Description, Causes and Risk Factors:

Abbreviation: ASA lyase deficiency

Arginosuccinate lyase: An enzyme cleaving L-argininosuccinate nonhydrolytically to L-arginine and fumarate; a deficiency of this enzyme leads to argininosuccinoaciduria; a key step in the urea cycle. Arginosuccinate lyase deficiency deficiency was first described in 1958 by the British doctor JD Allan and his associates.

Argininosuccinate lyase deficiency is an inherited, congenital metabolic disease caused by a defect in the urea cycle. In this cycle a chain of enzymes in the liver converts ammonia into urea. Ammonia is produced when the body breaks down protein, and in high concentrations causes damage to the nervous system. If there is not sufficient argininosuccinate lyase in the body, as happens in the case of ASL deficiency, levels of ammonia rise.

Arginosuccinate lyase deficiency

The disease is caused by a total or partial absence of the enzyme argininosuccinate lyase, which is part of the urea cycle in the liver. The enzyme splits the molecule argininosuccinate into two substances, fumarate and arginine. The cause of the lack of the enzyme is a change or mutation in the arginosuccinate lyase deficiency gene which controls the formation of the enzyme's components. There are many known mutations associated with arginosuccinate lyase deficiency, and different mutations may have various effects on enzyme function. Certain individuals with arginosuccinate lyase deficiency deficiency may have no enzyme function, while others may have some residual functionality. This explains why the disease may give rise to different symptoms and have varying degrees of severity. The gene is located on chromosome 7, near the centromere, the place where the short and long arms meet (7cen-q11.2).

The inheritance pattern of arginosuccinate lyase deficiency deficiency is autosomal recessive. This means that two copies of the mutated gene are needed in order to develop the disease. If both parents have only one copy of the mutated gene they are called healthy carriers. Their children will have a 25 per cent risk of inheriting two mutated genes (one from each parent) and developing the disease. In 50 per cent of the cases the child will inherit only one copy of the mutated gene and become a healthy carrier. In 25 per cent of the cases the child will inherit two normal genes and will neither develop the disease nor pass it down.

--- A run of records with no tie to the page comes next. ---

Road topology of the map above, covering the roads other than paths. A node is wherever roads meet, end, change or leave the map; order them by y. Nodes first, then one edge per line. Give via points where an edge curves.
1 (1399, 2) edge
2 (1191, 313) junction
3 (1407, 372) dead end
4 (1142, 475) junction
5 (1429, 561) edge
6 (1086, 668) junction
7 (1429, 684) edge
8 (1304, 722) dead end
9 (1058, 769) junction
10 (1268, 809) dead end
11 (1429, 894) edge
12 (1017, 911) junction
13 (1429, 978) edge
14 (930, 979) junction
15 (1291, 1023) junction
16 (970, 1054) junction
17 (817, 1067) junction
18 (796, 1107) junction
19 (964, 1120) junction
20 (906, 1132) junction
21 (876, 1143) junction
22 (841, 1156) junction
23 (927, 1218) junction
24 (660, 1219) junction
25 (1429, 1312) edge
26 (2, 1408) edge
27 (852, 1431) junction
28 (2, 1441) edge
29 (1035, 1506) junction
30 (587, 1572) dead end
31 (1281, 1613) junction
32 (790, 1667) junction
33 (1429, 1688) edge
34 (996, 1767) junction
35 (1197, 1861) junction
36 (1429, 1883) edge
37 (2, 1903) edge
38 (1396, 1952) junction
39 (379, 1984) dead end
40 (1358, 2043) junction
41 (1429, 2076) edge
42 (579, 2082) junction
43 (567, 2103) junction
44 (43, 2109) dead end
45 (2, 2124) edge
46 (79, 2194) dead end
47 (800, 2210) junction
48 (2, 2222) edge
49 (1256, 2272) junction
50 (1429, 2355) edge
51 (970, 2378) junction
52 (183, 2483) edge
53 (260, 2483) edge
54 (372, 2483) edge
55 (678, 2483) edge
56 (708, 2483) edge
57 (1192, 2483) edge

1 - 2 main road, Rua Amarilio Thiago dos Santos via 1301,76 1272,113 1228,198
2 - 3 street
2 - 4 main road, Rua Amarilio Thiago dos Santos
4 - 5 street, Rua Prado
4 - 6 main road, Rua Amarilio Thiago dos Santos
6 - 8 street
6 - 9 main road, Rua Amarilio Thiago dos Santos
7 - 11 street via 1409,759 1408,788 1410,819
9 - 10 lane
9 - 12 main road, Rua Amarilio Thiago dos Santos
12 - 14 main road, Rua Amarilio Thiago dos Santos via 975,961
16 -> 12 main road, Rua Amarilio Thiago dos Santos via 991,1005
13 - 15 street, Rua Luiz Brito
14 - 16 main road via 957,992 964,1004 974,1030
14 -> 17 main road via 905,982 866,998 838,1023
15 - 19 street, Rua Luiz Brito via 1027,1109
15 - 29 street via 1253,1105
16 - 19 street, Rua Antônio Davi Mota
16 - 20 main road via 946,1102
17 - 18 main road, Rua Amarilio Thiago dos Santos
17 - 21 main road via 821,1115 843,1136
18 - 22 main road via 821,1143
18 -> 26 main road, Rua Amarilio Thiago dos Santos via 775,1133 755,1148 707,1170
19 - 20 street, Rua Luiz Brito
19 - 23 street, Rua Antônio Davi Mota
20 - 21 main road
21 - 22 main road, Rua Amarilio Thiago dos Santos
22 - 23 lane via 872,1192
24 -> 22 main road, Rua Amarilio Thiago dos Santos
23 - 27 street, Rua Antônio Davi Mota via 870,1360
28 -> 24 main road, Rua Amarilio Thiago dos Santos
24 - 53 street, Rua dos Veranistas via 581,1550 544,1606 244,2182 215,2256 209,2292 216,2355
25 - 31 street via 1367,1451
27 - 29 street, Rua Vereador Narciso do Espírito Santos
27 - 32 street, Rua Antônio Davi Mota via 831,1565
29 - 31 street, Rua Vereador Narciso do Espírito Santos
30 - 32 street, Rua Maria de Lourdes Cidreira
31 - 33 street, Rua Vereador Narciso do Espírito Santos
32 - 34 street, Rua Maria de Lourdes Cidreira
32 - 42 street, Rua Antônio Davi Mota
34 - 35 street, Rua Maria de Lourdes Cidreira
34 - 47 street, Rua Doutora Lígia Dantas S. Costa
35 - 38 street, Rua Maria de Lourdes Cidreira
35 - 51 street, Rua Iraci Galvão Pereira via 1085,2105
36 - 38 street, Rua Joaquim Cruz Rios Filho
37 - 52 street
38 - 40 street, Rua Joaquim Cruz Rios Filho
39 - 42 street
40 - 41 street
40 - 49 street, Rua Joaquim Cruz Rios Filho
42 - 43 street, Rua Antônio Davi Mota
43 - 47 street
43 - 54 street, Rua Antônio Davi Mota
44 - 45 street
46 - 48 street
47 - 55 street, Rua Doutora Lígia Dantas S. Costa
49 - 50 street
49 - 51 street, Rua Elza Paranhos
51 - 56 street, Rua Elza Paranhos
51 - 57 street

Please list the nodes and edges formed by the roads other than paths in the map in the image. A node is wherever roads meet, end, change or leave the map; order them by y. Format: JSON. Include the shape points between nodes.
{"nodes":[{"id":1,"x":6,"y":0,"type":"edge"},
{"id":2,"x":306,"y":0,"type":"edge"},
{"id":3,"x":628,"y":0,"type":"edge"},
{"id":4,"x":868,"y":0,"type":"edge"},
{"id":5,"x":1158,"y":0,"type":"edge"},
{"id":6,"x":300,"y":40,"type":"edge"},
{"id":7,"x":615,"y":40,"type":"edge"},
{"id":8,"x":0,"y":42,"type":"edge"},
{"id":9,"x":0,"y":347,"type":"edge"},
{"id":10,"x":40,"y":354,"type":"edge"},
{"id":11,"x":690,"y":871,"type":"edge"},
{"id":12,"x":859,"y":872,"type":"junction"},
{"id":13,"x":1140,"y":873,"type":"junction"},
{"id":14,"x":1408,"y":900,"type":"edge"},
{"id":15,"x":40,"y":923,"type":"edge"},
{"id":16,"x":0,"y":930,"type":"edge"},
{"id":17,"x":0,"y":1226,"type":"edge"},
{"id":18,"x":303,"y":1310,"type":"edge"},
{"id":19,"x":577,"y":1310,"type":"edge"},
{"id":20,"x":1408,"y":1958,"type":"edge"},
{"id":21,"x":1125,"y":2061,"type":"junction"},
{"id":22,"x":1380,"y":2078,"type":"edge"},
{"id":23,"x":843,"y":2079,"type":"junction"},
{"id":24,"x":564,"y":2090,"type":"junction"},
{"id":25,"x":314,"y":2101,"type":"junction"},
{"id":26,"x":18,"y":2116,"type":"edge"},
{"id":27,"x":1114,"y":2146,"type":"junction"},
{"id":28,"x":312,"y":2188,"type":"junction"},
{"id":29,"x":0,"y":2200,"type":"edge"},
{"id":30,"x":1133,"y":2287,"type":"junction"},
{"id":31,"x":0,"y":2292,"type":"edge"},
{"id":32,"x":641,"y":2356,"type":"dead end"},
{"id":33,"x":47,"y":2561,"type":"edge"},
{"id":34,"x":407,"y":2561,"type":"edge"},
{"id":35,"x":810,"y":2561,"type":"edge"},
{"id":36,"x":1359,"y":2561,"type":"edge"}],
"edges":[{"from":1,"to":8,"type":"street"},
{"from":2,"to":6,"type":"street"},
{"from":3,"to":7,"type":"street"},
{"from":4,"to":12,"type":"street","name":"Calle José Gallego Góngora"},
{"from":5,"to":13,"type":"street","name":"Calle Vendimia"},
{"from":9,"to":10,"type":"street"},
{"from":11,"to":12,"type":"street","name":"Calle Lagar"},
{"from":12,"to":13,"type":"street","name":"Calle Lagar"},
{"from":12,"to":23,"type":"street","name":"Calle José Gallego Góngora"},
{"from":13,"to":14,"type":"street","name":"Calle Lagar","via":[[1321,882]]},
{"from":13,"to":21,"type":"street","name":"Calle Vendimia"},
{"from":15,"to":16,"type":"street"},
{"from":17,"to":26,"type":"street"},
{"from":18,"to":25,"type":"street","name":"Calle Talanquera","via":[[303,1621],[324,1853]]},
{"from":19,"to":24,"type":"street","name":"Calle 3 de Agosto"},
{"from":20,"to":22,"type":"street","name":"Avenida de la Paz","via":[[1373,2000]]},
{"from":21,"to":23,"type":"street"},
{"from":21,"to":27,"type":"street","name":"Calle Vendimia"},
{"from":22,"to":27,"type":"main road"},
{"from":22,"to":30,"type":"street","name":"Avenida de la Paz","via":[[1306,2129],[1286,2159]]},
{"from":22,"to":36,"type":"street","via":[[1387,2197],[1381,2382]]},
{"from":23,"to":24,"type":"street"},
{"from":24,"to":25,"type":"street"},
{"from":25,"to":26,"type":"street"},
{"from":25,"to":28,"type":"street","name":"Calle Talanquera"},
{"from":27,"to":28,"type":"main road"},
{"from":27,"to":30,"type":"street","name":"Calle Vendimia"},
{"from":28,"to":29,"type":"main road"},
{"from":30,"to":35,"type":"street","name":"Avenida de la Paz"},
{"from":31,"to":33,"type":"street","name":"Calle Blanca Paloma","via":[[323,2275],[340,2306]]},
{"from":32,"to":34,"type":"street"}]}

The disease has different degrees of severity. In the neonatal phase symptoms may be life-threatening. It may develop gradually during the early years, presenting as feeding problems, slow growth and delayed development. Sometimes the diagnosis is first confirmed in adulthood. It is probable that there are a number of cases so mild that they are never diagnosed.

International medical literature usually gives the incidence of arginosuccinate lyase deficiency as one child per 70,000 births. This would indicate that in Sweden one or two children are born with the disease annually, but the actual figure is unknown.

Symptoms:

Symptoms may include:

    Anorexia.

  • Irritability.

  • Heavy or rapid breathing.

  • Lethargy.

  • Vomiting.

  • Disorientation.

  • Somnolence.

  • Asterixis (rare).

  • Cerebral edema.

  • Signs of severe hyperammonemia may be present.

  • Poor growth may be evident.

  • Tachypnea or hyperpnea may be present.

  • Apnea and respiratory failure may occur in later stages.

Neurologic symptoms may include:

    Poor coordination.

  • Dysdiadochokinesia.

  • Hypotonia or hypertonia.

  • Ataxia.

  • Tremor.

  • Seizures and hypothermia.

  • Lethargy progressing to combativeness, obtundation, and coma.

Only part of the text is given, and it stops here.